Has the White House decided to start over on its executive order on the “pause” involving visas and refugees from seven high-risk nations? After last night’s setback at the Ninth Circuit, some wondered whether the Trump administration should keep fighting to defend its original version, or moot the lawsuits under consideration by withdrawing the first EO and replacing it with a more defensible version that accounts for the judicial criticisms received by the first. Joe Scarborough reported on Morning Joe earlier that the White House has begun to work on that strategy.

Let’s call it moot & reboot:

In the previous hour, Alan Dershowitz laid out why the original order should prevail … but that the legal fight would take far too long to fight. “National security has to trump ego,” Dershowitz said, pun intended, and advised the White House to either write a completely new order or issue a supplemental order dealing with the legal challenges:

This would almost certainly moot the current lawsuits, but it seems like a no-brainer that more would follow. A new lawsuit might not land in Judge James Robart’s court, but plaintiffs would no doubt do some of the venue-shopping noted by the Morning Joe panel in the first clip to get another TRO, along with another appeal to a circuit court. Perhaps, though, a new EO will have better preparation and more bullet-proof language to avoid those tripwires, pushing courts into having little choice but to acknowledge the broad jurisdiction of the executive branch on entry policies.

If the original order and the TRO went to the Supreme Court, Dan McLaughlin argues that the Trump administration would still have a good chance of overturning the TRO, if it wants to take the time to do so:

[T]he court concluded that the States of Washington and Minnesota had legal standing under Article III of the Constitution to bring a court case to challenge the order.
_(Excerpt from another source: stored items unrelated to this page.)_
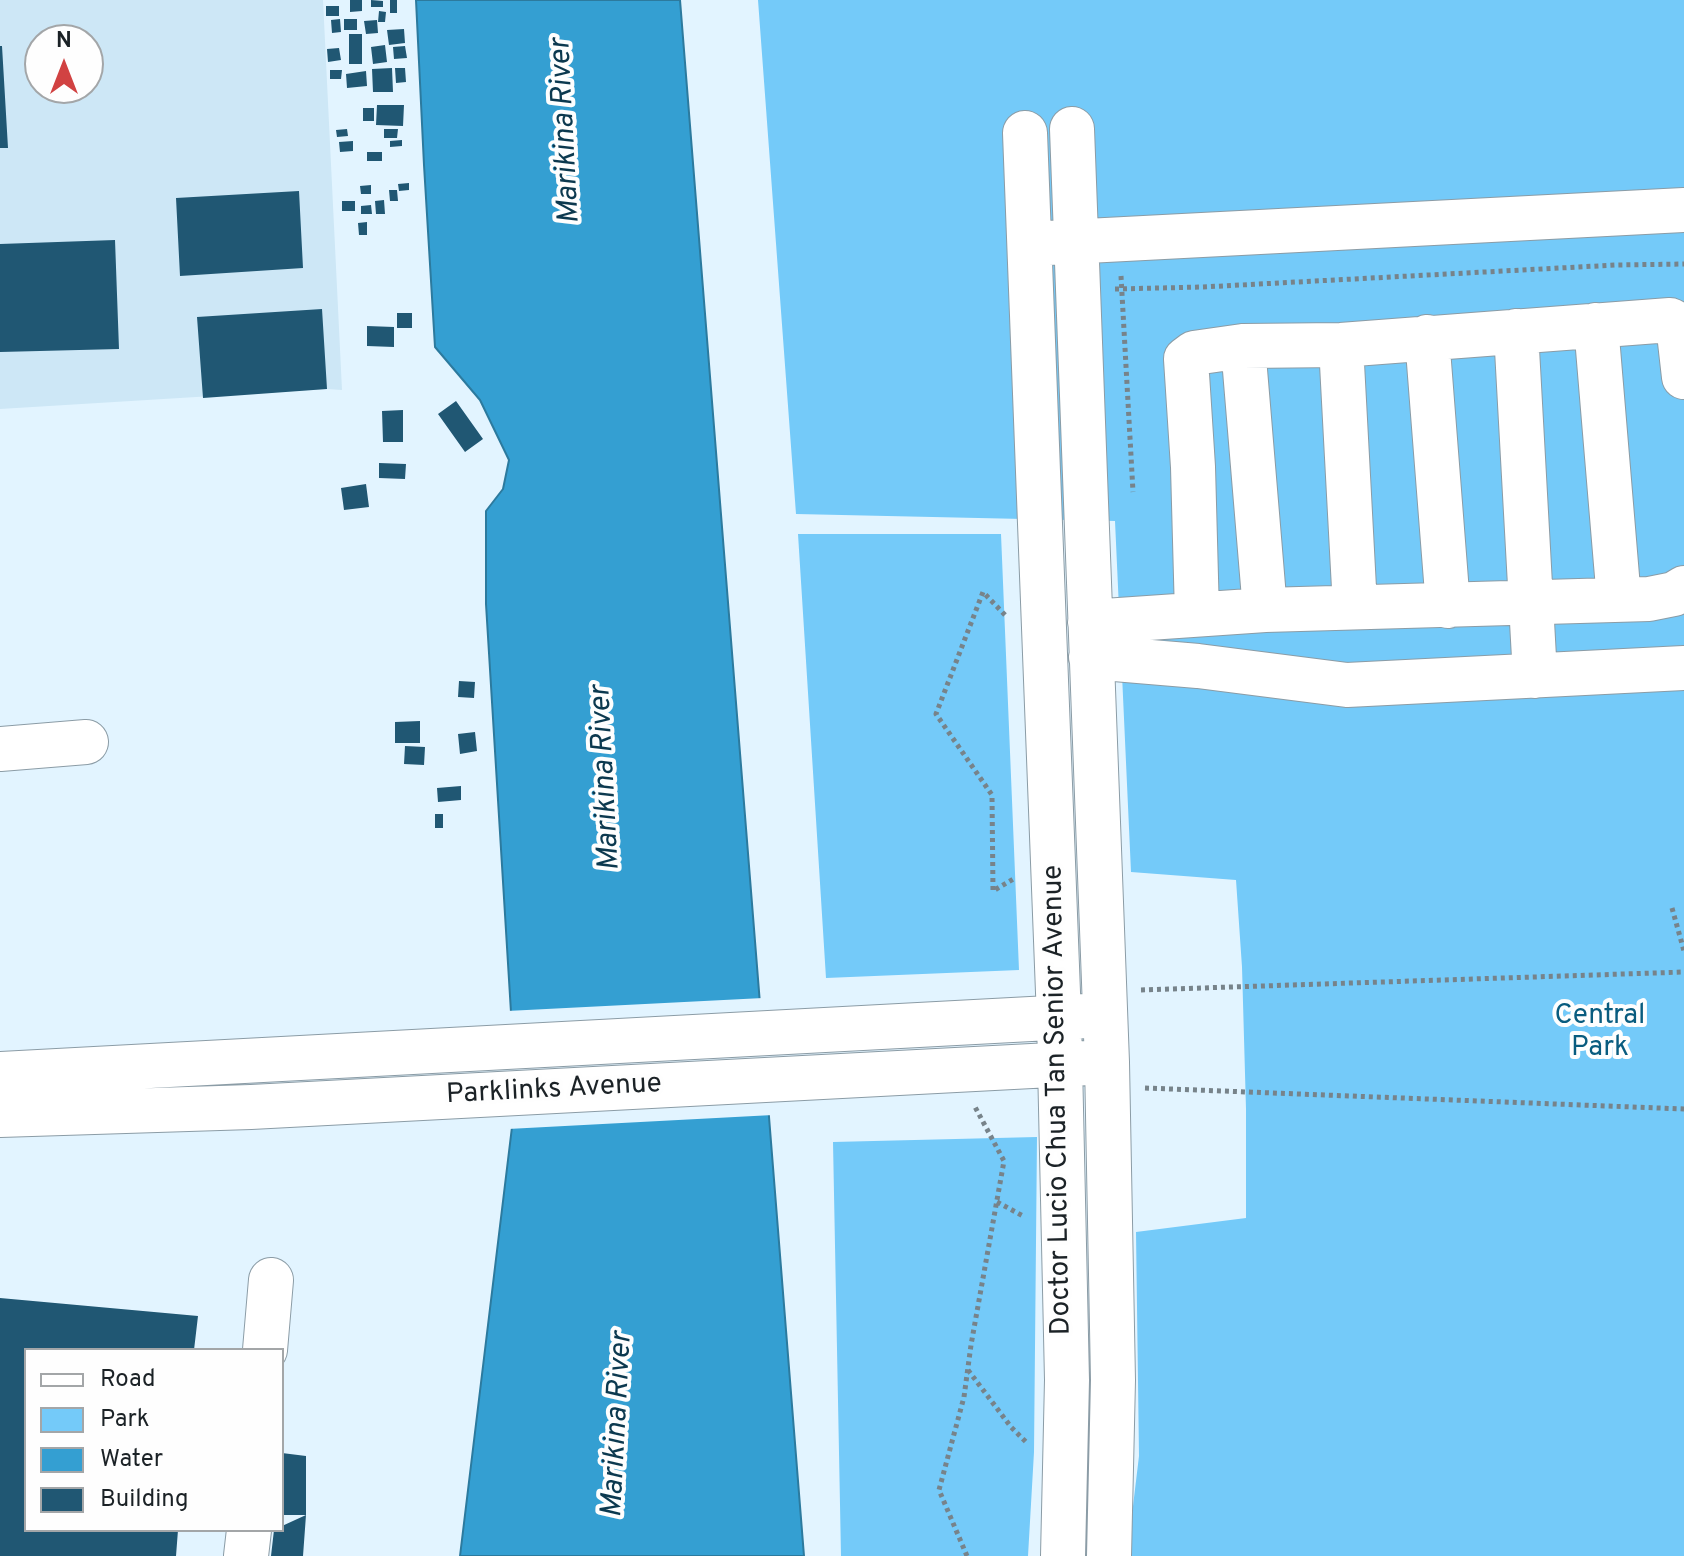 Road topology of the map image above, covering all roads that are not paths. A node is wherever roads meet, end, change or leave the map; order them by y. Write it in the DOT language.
graph roads {
  1 [pos="1072,129"];
  2 [pos="1025,133"];
  3 [pos="1684,210"];
  4 [pos="1098,240"];
  5 [pos="1029,244"];
  6 [pos="1596,325"];
  7 [pos="1516,331"];
  8 [pos="1427,337"];
  9 [pos="1341,345"];
  10 [pos="1243,346"];
  11 [pos="1684,377"];
  12 [pos="1684,588"];
  13 [pos="1619,600"];
  14 [pos="1532,603"];
  15 [pos="1448,606"];
  16 [pos="1355,607"];
  17 [pos="1265,610"];
  18 [pos="1197,614"];
  19 [pos="1090,639"];
  20 [pos="1684,668"];
  21 [pos="1535,676"];
  22 [pos="86,742"];
  23 [pos="0,749"];
  24 [pos="1105,1004"];
  25 [pos="1059,1018"];
  26 [pos="1060,1064"];
  27 [pos="0,1074"];
  28 [pos="1107,1074"];
  29 [pos="0,1115"];
  30 [pos="271,1280"];
  31 [pos="265,1348"];
  32 [pos="249,1532"];
  33 [pos="246,1556"];
  34 [pos="1063,1556"];
  35 [pos="1109,1556"];
  1 -- 4 [label="lane, Doctor Lucio Chua Tan Senior Avenue"];
  2 -- 5 [label="lane, Doctor Lucio Chua Tan Senior Avenue"];
  3 -- 4 [label="lane"];
  4 -- 5 [label="lane"];
  4 -- 19 [label="lane, Doctor Lucio Chua Tan Senior Avenue"];
  5 -- 25 [label="lane, Doctor Lucio Chua Tan Senior Avenue"];
  6 -- 7 [label="lane"];
  6 -- 11 [label="lane"];
  6 -- 13 [label="lane"];
  7 -- 8 [label="lane"];
  7 -- 14 [label="lane"];
  8 -- 9 [label="lane"];
  8 -- 15 [label="lane"];
  9 -- 10 [label="lane"];
  9 -- 16 [label="lane"];
  10 -- 17 [label="lane"];
  10 -- 18 [label="lane"];
  12 -- 13 [label="lane"];
  13 -- 14 [label="lane"];
  14 -- 15 [label="lane"];
  14 -- 21 [label="lane"];
  15 -- 16 [label="lane"];
  16 -- 17 [label="lane"];
  17 -- 18 [label="lane"];
  18 -- 19 [label="lane"];
  19 -- 21 [label="lane"];
  19 -- 24 [label="lane, Doctor Lucio Chua Tan Senior Avenue"];
  20 -- 21 [label="lane"];
  22 -- 23 [label="lane"];
  24 -- 25 [label="lane, Parklinks Avenue"];
  24 -- 28 [label="lane, Doctor Lucio Chua Tan Senior Avenue"];
  25 -- 26 [label="lane, Doctor Lucio Chua Tan Senior Avenue"];
  25 -- 27 [label="lane, Parklinks Avenue"];
  26 -- 28 [label="lane, Parklinks Avenue"];
  26 -- 29 [label="lane, Parklinks Avenue"];
  26 -- 34 [label="lane, Doctor Lucio Chua Tan Senior Avenue"];
  28 -- 35 [label="lane, Doctor Lucio Chua Tan Senior Avenue"];
  30 -- 31 [label="lane"];
  32 -- 33 [label="lane"];
}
Federal courts require that a party bringing a lawsuit have some personal stake in it; in general, you cannot literally make a federal case out of something that doesn’t affect you directly. The court wisely avoided ruling on the states’ flimsy claim to “parens patriae” standing to represent every citizen of their state and then extend that to non-resident aliens, a theory foreclosed by Supreme Court precedent dating back to 1923. It focused more narrowly on the states’ claim to represent state universities that were affected when current or planned faculty or students from the seven countries covered by the 90-day suspension in Section 3(c) of the order. That’s a reasonable enough ruling, as far as it goes, but it would normally not give them standing to challenge other aspects of the executive order in which they have no concrete interest, such as the 120-day suspension of the refugee program (Section 5(a)), the indefinite ban on Syrian refugees (Section 5(c)), or the provisions of the order requiring future consideration of religious-minority status for refugees claiming religious persecution (Sections 5(b) and 5(e)). Given that the appellate court upheld the injunction against all of those provisions, it had a duty under the Supreme Court’s decision in DaimlerChrysler Corp. v. Cuno, 547 U.S. 332 (2006), to decide whether each plaintiff has standing to challenge each government action. It did not.

The Ninth Circuit panel also concluded, without citing any support whatsoever, that the states had standing to challenge “religious discrimination” under the Establishment Clause of the First Amendment. More on this below, but it is worth noting that the court did not actually end up concluding that the Trump Administration had engaged in religious discrimination; it just found that it didn’t have enough time and evidence to justify reversing the district judge on that issue. A more considered appeal on this question would probably involve a more serious attempt to grapple with the extreme novelty of the argument that the Establishment Clause limits the scope of federal immigration law.

Be sure to read it all, as it includes some criticism of the Trump administration’s presentation to the Ninth Circuit. The question, though, is what will be the most efficient way in which to deal with the legal challenges — to keep fighting them head-on, or to do an end run around these initial obstacles by creating a new EO that sheds some of the potential vulnerabilities. The moot & reboot strategy looks like the smarter way to go, egos notwithstanding.

Update: My good friend Scott Johnson at Power Line argues that moot & reboot is precisely what needs to happen, as the Trump administration has gotten itself boxed into a dead end on the existing EO:

The jurisdictional issue is not frivolous. No appeal lies from a temporary restraining order. The administration should have taken a deep breath and put its case together for a hearing on the preliminary injunction that the States of Washington and Minnesota seek in the district court. The Ninth Circuit holds that the temporary restraining order is equivalent to an appealable preliminary injunction in this case. The Ninth Circuit eagerly wades into the legal issues raised by the States’ claims. …

The Ninth Circuit emphasizes that its ruling only denies a stay of the pending appeal. It pretends not to have decided the case on the merits and reserves its ruling on the religious discrimination claim after making noises supporting it. Don’t hold your breath on that one.

So long as the issues are framed as an appeal of Judge Robart’s restraining order, I find it hard to see a path to victory for the Trump administration. I think the administration would be well advised to pull the plug on the executive order itself or to make a substantial record before Judge Robart in further proceedings that would give rise to an appealable order as soon as possible.

John Hinderaker adds that he will write more along the same lines later today, so — as always — keep your eyes on Power Line.